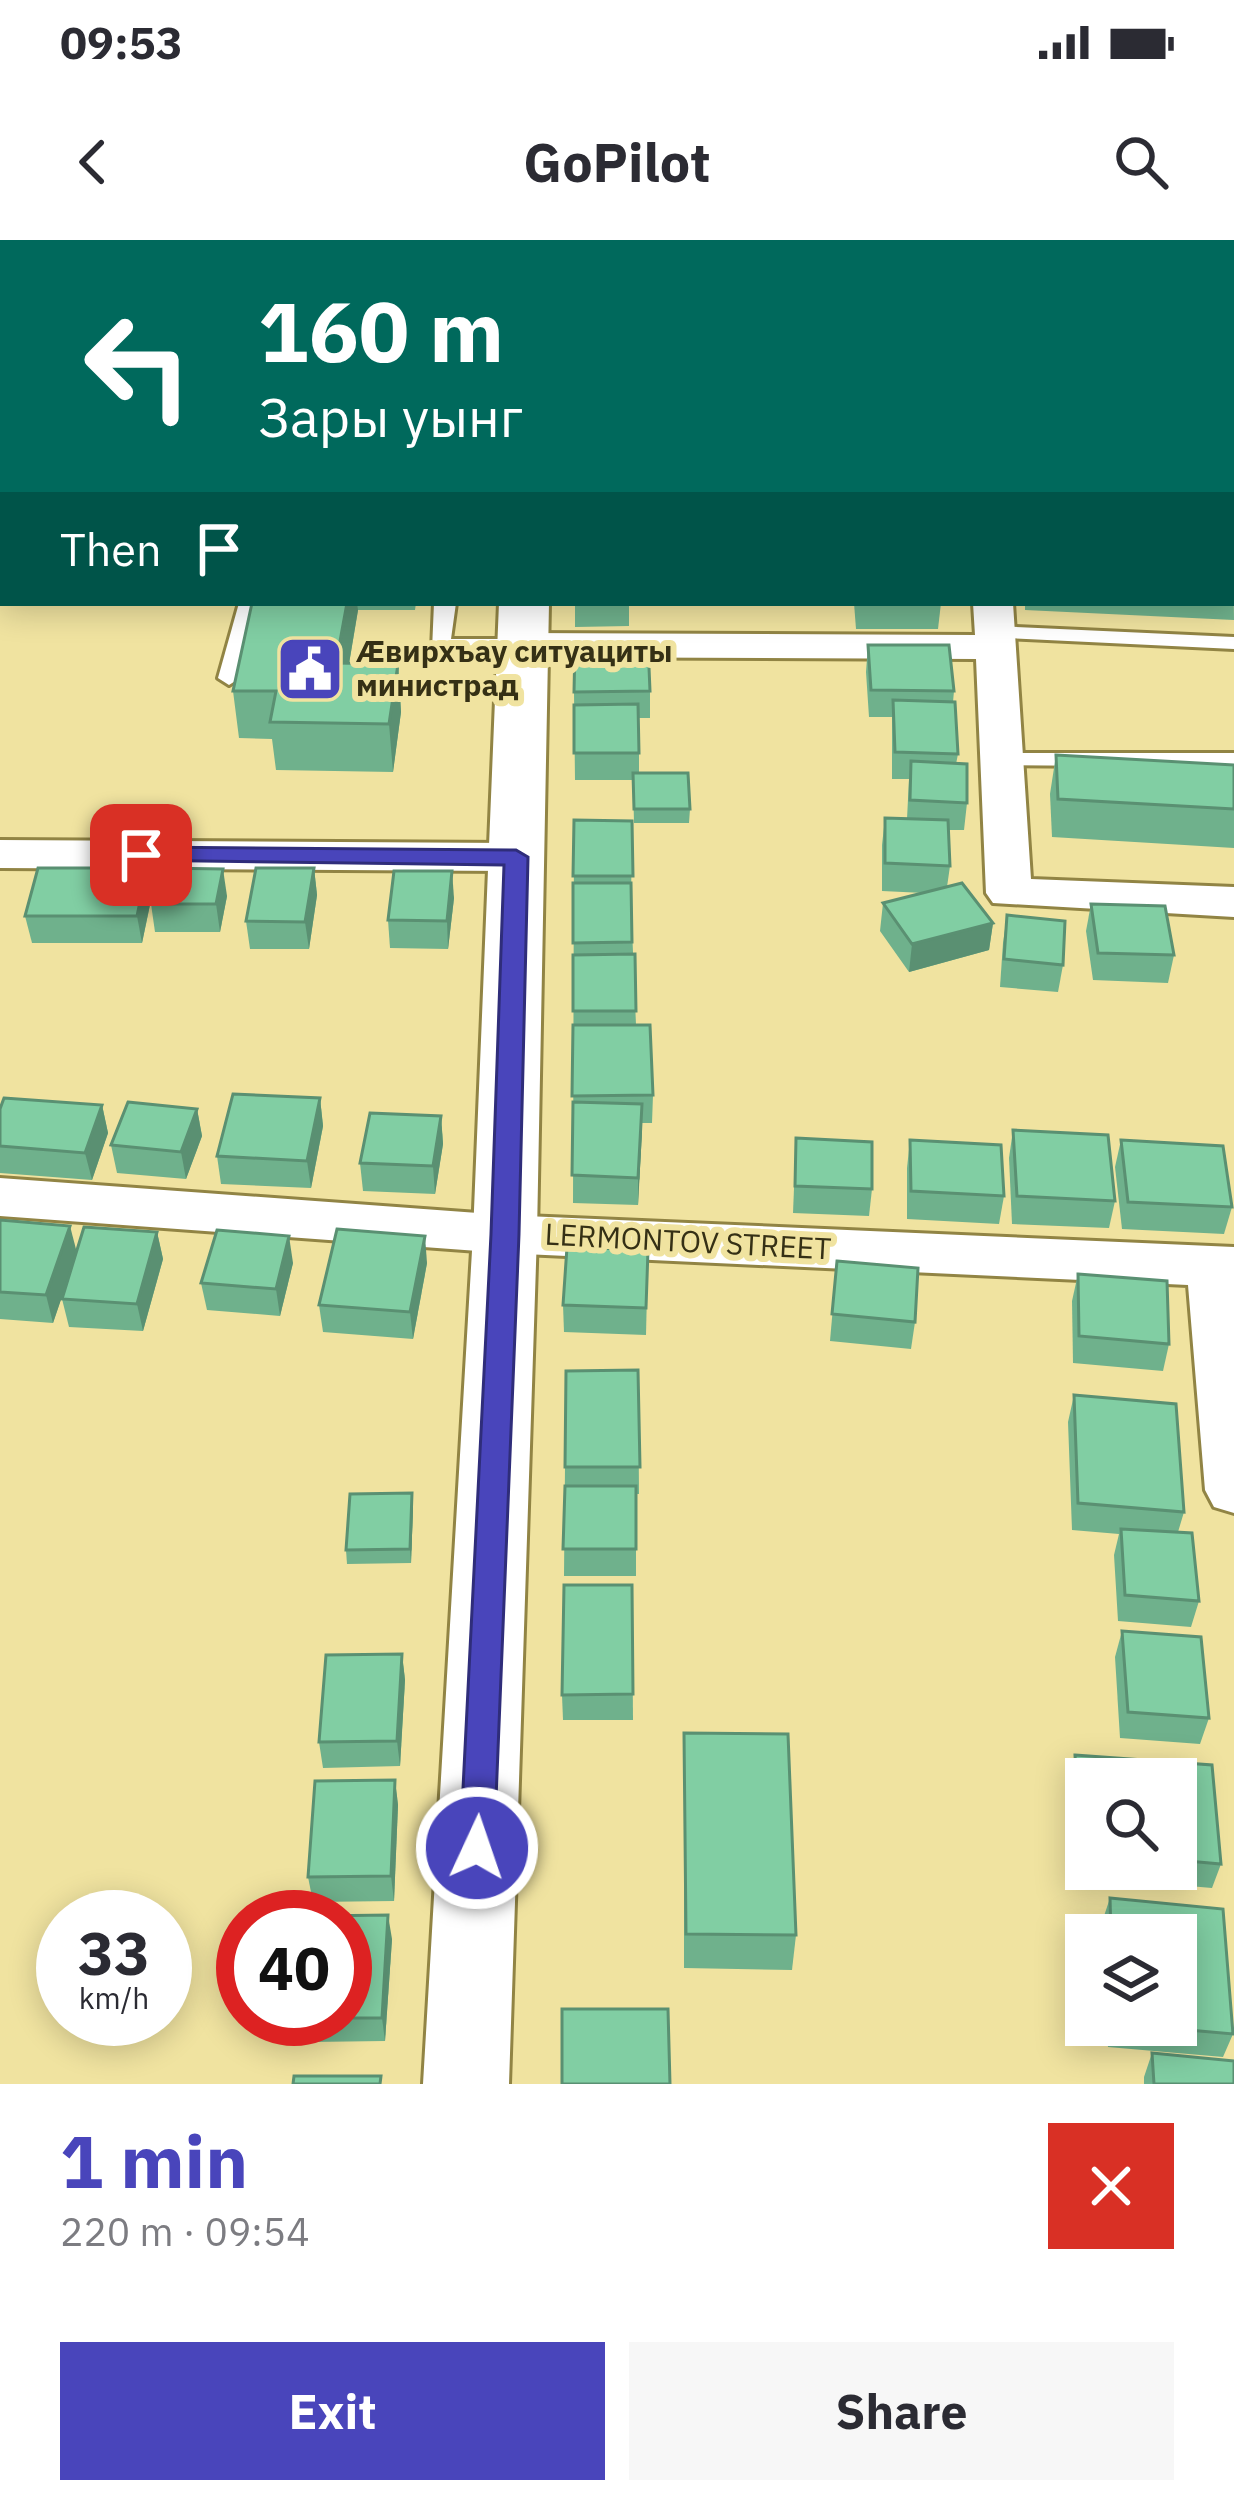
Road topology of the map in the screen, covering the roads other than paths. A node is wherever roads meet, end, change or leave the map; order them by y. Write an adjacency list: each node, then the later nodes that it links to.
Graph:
1 (249, 606): 6 (lane)
2 (446, 606): 3 (lane)
3 (523, 624): 4 (street); 10 (street)
4 (994, 628): 5 (lane); 7 (street)
5 (1234, 643)
6 (230, 678)
7 (1002, 760): 8 (lane); 11 (street)
8 (1234, 760)
9 (0, 854): 10 (street)
10 (516, 857): 13 (street)
11 (1234, 902)
12 (0, 1197): 13 (street, LERMONTOV STREET)
13 (505, 1234): 14 (street, LERMONTOV STREET); 16 (street)
14 (1223, 1266): 15 (street)
15 (1234, 1490)
16 (466, 2084)

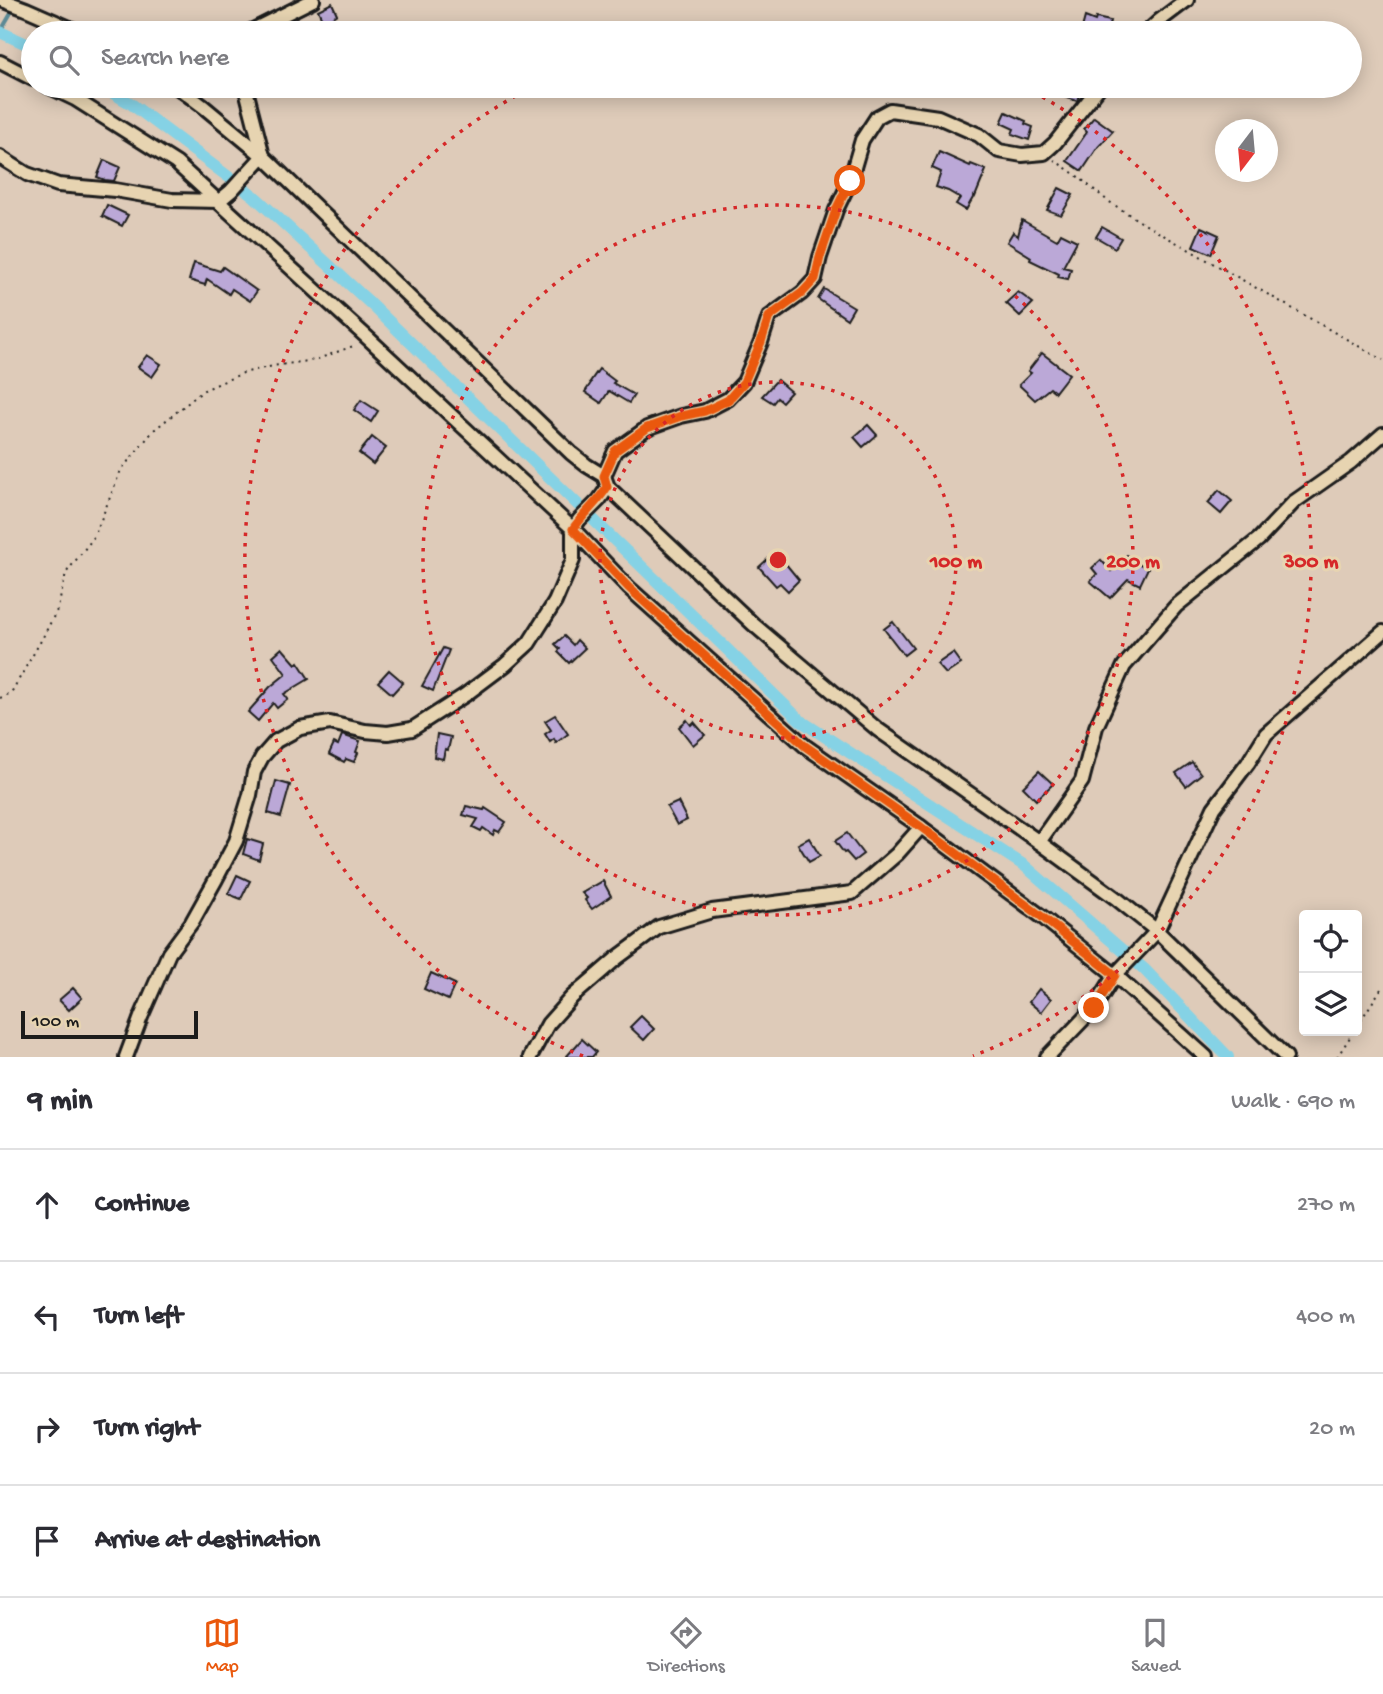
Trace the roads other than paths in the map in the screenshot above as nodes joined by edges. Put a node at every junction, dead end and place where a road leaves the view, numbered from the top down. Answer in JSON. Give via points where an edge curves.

▬▬▬▬▬▬

## Your instructions:
Repeat the data word for word, minus any pictures.

## Finished exercise:
Road topology of the map in the screen, covering the roads other than paths. A node is wherever roads meet, end, change or leave the map; order them by y. Write an adjacency list: each node, then the later nodes that it links to.
Graph:
1 (249, 606): 6 (lane)
2 (446, 606): 3 (lane)
3 (523, 624): 4 (street); 10 (street)
4 (994, 628): 5 (lane); 7 (street)
5 (1234, 643)
6 (230, 678)
7 (1002, 760): 8 (lane); 11 (street)
8 (1234, 760)
9 (0, 854): 10 (street)
10 (516, 857): 13 (street)
11 (1234, 902)
12 (0, 1197): 13 (street, LERMONTOV STREET)
13 (505, 1234): 14 (street, LERMONTOV STREET); 16 (street)
14 (1223, 1266): 15 (street)
15 (1234, 1490)
16 (466, 2084)

Trace the roads other than paths in the map in the screenshot above as nodes joined by edges. Put a node at every junction, dead end and place where a road leaves the view, numbered from the top down. Answer in JSON. Give via points where an edge curves.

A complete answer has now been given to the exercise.